Jeder Song ist ein Biest für sich: Indie-Popstar Sophia Kennedy und ihr Album „Monsters“

Sie macht den Underground zur Showbühne: Musikerin Sophia Kennedy packt Dubstep-Versatzstücke und Elektrospielereien in klassisches Songwriting.

Wenn die Welt brennt, will Sophia Kennedy Händchenhalten im Park. Genauer gesagt will das die Erzählerin, die im Song „Orange Tic Tac“ die Apokalypse bestaunt: roter Himmel mit roten Käfern, zuckende Lichter, Hitze.

Die Stadt steht in Flammen, aber eine hat Spaß – „das könnte auch aus einem Marvel- oder DC-Comic sein, so ‚Joker‘-mäßig“, sagt Kennedy.

Sie will wissen, was unter dem Bett ist

Man wisse schließlich nicht, ob die Erzählerin das Inferno nicht auch ein bisschen gut findet. Sophia Kennedy, 31 Jahre alt, gruselt sich gern. Sie findet es gut, sich damit zu konfrontieren, was unter dem Bett ist, was sie bedroht. Ihr zweites Album heißt „Monsters“, aber es ist trotzdem manchmal lustig.

Die Welt wusste noch nicht, dass sie Kennedy braucht, als die vor vier Jahren ihr selbstbetiteltes Debütalbum veröffentlichte. Aber als sie dann da war, die Hamburgerin aus Baltimore, schienen plötzlich alle zu merken, wie sehr sie sich nach ihr gesehnt hatten: nach einem richtigen Popstar, der den Underground des Landes zu seiner Showbühne machte.

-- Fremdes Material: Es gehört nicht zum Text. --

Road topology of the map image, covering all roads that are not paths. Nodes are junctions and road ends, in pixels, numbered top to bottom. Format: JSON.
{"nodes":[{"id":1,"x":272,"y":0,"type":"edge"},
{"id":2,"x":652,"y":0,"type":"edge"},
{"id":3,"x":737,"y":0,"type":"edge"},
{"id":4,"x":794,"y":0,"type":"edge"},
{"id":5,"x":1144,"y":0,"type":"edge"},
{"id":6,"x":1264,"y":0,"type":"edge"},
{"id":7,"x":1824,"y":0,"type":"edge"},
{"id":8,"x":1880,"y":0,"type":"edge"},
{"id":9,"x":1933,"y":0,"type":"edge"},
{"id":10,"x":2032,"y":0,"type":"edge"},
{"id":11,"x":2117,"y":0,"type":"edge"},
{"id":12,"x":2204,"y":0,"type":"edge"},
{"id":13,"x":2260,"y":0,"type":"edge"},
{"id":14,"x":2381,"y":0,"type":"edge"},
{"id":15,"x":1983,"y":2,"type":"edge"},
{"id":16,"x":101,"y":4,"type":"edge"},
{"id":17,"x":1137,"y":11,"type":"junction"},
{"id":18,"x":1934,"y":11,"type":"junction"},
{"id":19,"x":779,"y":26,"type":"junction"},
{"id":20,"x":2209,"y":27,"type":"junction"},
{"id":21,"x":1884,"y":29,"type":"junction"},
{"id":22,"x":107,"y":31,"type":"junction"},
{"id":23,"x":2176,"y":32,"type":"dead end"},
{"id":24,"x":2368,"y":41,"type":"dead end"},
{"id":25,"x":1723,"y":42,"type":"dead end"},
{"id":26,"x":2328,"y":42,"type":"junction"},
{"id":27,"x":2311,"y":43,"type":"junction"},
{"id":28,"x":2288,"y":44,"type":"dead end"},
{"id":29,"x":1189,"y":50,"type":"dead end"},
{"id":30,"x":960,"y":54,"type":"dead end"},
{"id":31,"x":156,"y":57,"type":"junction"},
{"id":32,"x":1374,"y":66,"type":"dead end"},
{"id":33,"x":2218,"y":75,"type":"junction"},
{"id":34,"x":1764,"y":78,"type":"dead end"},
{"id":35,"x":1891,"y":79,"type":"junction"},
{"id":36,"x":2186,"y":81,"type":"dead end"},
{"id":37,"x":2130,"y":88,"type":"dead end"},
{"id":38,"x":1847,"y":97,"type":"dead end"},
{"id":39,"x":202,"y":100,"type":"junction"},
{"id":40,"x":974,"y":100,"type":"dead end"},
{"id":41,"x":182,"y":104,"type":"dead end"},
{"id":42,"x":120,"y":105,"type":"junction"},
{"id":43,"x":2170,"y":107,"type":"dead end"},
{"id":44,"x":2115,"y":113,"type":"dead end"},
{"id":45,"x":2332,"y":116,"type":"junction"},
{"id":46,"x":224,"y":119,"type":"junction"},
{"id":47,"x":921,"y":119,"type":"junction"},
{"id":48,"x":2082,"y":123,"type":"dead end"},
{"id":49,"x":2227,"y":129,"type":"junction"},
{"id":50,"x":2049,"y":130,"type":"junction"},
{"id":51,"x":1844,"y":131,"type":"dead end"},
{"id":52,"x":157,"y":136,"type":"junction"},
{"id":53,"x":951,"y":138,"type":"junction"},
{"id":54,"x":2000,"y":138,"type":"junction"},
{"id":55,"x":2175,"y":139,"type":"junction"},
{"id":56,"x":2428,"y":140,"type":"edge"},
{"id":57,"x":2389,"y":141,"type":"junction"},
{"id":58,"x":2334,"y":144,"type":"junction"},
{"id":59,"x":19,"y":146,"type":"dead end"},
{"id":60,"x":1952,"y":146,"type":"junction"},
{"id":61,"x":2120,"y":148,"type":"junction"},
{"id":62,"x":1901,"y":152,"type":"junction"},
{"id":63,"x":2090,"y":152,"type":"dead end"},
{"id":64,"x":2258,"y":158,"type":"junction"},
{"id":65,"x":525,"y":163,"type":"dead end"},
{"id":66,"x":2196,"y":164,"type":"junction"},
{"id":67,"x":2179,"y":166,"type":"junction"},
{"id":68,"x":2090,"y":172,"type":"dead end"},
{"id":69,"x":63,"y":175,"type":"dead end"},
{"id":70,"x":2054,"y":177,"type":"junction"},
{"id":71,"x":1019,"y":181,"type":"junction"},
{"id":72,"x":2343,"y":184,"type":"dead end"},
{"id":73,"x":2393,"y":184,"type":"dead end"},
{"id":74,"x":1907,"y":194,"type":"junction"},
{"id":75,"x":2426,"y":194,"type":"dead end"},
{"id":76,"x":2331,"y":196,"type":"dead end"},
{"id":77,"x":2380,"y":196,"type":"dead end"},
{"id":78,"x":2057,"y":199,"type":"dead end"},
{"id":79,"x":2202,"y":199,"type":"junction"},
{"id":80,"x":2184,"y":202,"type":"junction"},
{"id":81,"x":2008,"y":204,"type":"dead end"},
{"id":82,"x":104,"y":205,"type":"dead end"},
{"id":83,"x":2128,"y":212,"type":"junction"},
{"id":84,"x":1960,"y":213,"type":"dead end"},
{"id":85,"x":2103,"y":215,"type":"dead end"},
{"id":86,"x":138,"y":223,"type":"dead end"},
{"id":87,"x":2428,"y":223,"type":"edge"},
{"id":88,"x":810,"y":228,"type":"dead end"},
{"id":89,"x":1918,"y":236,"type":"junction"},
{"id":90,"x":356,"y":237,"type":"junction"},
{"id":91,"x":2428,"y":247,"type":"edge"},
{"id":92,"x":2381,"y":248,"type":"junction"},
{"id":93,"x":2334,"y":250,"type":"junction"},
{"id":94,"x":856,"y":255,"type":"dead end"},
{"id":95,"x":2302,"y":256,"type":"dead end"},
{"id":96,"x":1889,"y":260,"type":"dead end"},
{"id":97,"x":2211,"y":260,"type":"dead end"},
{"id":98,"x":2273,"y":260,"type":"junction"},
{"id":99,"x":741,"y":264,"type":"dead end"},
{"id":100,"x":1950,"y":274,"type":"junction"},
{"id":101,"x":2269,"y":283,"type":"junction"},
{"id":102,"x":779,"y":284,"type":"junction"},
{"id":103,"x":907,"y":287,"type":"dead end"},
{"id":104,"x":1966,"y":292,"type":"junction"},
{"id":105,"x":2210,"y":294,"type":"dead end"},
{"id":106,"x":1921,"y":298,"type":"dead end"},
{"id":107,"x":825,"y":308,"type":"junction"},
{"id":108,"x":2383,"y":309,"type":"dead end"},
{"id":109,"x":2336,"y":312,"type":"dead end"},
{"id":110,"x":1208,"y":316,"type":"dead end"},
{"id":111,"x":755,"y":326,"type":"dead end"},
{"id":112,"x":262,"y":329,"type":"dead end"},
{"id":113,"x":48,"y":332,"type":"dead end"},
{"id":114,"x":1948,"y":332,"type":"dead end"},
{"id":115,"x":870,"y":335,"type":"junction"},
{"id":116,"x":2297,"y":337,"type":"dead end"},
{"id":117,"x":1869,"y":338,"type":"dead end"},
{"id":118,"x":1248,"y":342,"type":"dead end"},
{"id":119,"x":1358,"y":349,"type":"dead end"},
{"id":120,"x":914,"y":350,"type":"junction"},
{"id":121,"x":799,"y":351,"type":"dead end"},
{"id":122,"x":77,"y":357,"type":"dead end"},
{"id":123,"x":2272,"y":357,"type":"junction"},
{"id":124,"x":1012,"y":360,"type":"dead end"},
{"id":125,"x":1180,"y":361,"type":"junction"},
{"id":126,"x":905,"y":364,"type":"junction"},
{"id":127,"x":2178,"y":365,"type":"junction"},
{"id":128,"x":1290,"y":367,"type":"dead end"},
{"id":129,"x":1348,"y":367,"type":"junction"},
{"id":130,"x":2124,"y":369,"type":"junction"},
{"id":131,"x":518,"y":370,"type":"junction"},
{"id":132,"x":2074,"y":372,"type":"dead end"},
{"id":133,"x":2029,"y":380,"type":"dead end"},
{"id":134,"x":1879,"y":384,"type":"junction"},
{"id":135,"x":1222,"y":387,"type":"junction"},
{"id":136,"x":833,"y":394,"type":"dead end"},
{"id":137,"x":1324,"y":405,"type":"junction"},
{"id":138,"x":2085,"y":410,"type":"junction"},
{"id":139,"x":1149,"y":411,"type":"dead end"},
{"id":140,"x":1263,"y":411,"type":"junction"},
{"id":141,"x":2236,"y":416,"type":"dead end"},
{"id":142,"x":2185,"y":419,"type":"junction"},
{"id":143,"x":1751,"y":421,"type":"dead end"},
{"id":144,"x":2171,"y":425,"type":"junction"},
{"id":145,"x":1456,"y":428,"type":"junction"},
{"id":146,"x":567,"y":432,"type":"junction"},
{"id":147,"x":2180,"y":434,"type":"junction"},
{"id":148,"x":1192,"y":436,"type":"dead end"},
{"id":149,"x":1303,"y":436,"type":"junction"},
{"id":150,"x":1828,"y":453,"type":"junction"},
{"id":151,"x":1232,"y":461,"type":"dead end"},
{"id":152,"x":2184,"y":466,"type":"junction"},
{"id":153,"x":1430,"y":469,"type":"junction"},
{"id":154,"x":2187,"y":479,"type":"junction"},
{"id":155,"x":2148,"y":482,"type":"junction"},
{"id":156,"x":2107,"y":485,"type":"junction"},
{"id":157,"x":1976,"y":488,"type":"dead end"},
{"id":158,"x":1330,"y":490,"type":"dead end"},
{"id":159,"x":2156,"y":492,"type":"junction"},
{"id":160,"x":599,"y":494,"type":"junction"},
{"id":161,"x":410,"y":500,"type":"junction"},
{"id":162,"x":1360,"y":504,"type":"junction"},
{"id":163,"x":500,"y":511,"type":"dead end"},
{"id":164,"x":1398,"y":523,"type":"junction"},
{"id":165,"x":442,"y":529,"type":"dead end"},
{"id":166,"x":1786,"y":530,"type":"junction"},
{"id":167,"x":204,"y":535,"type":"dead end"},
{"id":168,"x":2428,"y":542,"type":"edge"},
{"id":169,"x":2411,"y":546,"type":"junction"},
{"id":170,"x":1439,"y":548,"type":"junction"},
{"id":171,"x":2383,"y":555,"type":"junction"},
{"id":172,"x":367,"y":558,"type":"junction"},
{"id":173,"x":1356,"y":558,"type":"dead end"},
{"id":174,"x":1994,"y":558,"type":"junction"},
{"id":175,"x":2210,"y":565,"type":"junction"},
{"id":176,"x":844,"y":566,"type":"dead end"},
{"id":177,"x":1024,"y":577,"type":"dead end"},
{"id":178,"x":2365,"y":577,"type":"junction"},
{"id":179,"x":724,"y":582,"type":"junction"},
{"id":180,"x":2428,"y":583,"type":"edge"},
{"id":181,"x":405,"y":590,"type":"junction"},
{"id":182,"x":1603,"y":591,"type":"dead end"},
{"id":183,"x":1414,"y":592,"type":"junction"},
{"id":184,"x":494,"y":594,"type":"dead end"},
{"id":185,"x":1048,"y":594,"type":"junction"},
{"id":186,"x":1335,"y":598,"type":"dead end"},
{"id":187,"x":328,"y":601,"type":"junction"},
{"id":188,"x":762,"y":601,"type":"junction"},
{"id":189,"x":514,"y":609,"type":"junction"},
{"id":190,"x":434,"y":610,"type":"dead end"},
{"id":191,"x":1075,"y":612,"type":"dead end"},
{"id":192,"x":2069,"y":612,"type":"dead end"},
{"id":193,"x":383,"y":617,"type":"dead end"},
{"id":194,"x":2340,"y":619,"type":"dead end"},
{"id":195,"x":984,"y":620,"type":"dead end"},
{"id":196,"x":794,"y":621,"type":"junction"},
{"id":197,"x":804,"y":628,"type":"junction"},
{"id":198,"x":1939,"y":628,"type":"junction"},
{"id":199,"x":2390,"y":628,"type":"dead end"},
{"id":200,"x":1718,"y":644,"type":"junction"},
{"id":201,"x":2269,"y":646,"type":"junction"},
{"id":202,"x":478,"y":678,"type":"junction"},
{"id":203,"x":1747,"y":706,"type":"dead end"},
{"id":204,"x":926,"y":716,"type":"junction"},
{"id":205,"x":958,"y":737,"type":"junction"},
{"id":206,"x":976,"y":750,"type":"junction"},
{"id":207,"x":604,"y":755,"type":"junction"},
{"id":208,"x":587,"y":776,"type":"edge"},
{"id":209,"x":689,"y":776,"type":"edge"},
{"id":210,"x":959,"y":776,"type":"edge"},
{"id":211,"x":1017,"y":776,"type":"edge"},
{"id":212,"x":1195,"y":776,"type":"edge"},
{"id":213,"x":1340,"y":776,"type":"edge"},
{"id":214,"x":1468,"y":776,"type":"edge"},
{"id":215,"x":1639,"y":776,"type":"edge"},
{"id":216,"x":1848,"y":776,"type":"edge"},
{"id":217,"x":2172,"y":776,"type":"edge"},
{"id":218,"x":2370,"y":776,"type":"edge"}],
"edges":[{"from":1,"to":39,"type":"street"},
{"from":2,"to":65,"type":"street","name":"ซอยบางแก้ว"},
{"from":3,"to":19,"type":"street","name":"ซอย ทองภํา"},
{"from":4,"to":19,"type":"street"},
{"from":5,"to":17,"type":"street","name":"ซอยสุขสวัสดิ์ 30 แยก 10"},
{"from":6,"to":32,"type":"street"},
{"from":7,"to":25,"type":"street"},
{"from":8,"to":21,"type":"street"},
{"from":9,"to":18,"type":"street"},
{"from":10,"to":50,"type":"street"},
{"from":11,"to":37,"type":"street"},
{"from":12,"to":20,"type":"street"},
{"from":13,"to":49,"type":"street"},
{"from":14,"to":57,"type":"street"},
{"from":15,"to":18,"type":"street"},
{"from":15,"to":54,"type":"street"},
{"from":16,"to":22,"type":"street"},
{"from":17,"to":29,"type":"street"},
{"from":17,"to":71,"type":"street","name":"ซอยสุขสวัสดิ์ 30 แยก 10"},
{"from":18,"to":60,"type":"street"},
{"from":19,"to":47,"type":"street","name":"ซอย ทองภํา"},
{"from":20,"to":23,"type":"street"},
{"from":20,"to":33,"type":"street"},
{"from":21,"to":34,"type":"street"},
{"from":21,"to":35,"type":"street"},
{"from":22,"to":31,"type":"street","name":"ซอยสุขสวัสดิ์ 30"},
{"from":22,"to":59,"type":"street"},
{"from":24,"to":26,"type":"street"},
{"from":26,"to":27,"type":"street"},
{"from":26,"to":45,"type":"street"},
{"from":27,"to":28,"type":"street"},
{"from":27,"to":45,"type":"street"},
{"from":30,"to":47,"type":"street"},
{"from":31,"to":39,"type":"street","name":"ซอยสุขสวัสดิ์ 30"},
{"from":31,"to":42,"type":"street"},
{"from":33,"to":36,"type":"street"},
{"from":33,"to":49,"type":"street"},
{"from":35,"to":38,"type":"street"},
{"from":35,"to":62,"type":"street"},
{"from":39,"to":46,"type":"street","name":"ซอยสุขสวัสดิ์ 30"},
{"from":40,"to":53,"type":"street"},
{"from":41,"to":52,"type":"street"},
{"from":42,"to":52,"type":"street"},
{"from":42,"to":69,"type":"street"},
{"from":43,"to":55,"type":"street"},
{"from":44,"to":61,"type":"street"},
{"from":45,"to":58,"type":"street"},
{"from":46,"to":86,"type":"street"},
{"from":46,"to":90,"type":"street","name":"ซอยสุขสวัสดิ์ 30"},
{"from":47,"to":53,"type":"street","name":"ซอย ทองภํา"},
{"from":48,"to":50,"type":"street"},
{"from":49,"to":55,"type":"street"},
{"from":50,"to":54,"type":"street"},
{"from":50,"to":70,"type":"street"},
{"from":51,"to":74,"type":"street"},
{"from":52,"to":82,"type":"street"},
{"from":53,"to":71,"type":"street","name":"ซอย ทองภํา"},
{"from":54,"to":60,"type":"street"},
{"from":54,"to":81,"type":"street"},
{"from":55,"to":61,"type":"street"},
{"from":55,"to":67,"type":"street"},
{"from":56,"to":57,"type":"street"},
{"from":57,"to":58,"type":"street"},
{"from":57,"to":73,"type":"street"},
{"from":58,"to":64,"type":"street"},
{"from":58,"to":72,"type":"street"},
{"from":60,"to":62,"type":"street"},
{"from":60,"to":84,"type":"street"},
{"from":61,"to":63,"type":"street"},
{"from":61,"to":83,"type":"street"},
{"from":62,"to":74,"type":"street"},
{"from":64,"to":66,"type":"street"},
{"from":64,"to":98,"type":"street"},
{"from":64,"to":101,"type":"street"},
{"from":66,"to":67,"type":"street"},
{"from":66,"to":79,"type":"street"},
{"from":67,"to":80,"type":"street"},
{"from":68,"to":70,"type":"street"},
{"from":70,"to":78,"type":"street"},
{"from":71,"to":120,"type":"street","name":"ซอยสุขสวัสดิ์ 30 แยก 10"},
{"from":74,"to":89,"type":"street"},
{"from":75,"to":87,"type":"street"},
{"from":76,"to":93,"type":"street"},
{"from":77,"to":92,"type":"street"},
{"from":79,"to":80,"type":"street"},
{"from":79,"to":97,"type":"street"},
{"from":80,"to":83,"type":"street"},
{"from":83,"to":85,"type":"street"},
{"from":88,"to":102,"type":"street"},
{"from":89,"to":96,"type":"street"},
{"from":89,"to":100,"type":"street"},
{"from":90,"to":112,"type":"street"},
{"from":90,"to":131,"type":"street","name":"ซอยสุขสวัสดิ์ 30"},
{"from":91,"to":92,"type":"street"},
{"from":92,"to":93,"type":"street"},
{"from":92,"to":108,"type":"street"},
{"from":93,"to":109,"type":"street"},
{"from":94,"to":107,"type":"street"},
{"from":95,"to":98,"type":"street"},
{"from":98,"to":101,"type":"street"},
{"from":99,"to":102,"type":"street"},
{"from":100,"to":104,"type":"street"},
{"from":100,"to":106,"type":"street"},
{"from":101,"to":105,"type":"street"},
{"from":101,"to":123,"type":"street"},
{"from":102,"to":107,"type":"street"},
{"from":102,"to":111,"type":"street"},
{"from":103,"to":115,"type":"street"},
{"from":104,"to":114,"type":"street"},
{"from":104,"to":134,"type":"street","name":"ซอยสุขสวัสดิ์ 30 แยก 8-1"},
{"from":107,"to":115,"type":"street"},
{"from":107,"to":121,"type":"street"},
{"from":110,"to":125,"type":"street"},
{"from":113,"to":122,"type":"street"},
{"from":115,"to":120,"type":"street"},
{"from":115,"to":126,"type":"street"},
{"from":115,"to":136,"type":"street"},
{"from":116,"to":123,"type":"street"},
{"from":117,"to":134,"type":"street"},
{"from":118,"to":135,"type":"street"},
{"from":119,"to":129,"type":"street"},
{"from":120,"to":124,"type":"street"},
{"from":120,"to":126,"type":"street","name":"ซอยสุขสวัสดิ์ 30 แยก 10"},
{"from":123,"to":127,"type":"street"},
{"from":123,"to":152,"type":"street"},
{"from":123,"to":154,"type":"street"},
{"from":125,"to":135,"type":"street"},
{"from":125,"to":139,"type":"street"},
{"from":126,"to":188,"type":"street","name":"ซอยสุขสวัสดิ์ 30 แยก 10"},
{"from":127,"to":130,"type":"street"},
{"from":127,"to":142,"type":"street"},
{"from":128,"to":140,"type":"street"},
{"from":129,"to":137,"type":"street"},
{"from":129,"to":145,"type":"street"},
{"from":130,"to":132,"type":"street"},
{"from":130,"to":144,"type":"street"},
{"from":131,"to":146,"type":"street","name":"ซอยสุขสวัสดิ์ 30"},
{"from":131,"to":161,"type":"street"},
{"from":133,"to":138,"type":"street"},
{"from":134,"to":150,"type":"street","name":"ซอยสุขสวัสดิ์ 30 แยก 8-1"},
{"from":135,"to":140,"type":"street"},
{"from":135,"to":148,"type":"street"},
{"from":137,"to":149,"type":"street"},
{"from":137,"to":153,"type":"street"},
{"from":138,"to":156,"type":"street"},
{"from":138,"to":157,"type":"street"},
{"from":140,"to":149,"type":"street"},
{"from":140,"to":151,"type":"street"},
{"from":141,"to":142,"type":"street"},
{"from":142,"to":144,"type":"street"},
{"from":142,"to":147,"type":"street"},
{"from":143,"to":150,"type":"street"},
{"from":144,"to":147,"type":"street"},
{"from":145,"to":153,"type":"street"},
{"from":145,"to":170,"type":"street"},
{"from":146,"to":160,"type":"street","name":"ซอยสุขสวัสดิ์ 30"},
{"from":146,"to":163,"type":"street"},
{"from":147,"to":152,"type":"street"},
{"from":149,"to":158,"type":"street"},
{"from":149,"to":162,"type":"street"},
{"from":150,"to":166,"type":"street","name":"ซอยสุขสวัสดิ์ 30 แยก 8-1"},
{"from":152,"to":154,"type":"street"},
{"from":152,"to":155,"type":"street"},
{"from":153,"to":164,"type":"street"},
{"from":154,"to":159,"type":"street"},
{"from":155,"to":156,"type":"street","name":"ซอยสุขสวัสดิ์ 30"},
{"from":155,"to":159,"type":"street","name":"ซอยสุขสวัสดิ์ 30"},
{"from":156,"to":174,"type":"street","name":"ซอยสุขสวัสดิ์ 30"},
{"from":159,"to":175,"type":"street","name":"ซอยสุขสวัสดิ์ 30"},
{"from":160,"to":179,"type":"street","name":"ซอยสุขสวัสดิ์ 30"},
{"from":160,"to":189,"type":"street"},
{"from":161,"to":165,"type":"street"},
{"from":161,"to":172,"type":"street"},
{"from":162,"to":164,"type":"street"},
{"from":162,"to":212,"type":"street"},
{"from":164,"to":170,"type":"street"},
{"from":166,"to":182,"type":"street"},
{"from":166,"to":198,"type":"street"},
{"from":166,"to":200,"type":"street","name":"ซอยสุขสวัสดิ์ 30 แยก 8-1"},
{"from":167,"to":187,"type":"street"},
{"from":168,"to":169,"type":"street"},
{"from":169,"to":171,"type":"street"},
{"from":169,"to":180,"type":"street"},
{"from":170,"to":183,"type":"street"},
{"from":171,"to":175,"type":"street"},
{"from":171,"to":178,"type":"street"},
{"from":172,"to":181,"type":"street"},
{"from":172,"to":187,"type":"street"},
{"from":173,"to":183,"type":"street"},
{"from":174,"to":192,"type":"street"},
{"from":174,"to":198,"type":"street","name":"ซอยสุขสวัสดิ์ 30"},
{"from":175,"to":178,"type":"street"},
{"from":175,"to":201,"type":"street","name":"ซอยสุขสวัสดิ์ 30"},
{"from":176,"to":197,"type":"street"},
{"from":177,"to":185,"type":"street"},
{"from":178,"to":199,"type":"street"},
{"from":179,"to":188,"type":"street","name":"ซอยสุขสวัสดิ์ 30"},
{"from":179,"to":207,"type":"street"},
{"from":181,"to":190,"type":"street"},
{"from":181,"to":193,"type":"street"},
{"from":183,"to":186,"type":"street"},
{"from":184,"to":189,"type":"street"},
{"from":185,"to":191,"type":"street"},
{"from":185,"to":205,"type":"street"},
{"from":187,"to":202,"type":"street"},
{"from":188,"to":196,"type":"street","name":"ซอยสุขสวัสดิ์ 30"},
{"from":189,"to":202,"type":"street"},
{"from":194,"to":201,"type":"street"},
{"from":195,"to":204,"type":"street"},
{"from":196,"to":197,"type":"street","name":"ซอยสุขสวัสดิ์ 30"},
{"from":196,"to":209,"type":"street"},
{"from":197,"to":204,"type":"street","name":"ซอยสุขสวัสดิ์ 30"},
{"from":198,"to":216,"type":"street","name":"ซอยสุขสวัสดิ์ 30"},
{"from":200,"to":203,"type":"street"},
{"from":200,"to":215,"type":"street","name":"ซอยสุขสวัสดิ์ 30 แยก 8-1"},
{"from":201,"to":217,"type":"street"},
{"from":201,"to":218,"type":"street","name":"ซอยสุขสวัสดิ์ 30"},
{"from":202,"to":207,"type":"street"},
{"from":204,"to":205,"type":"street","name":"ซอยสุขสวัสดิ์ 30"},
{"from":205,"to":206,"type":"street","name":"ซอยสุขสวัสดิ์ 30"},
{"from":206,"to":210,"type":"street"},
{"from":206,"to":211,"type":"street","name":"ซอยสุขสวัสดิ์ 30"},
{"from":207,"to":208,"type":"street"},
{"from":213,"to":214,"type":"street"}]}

Ihre Stimme konnte weich wie Samt sein oder streng, und trotz ihrer Nahbarkeit und Selbstironie stand Kennedy in der deutschen Indielandschaft seltsam extravagant herum – ein bisschen, als habe sie sich in dem roten Lackanzug, den sie auf frühen Konzerten gern trug, auf eine Studentenparty verirrt.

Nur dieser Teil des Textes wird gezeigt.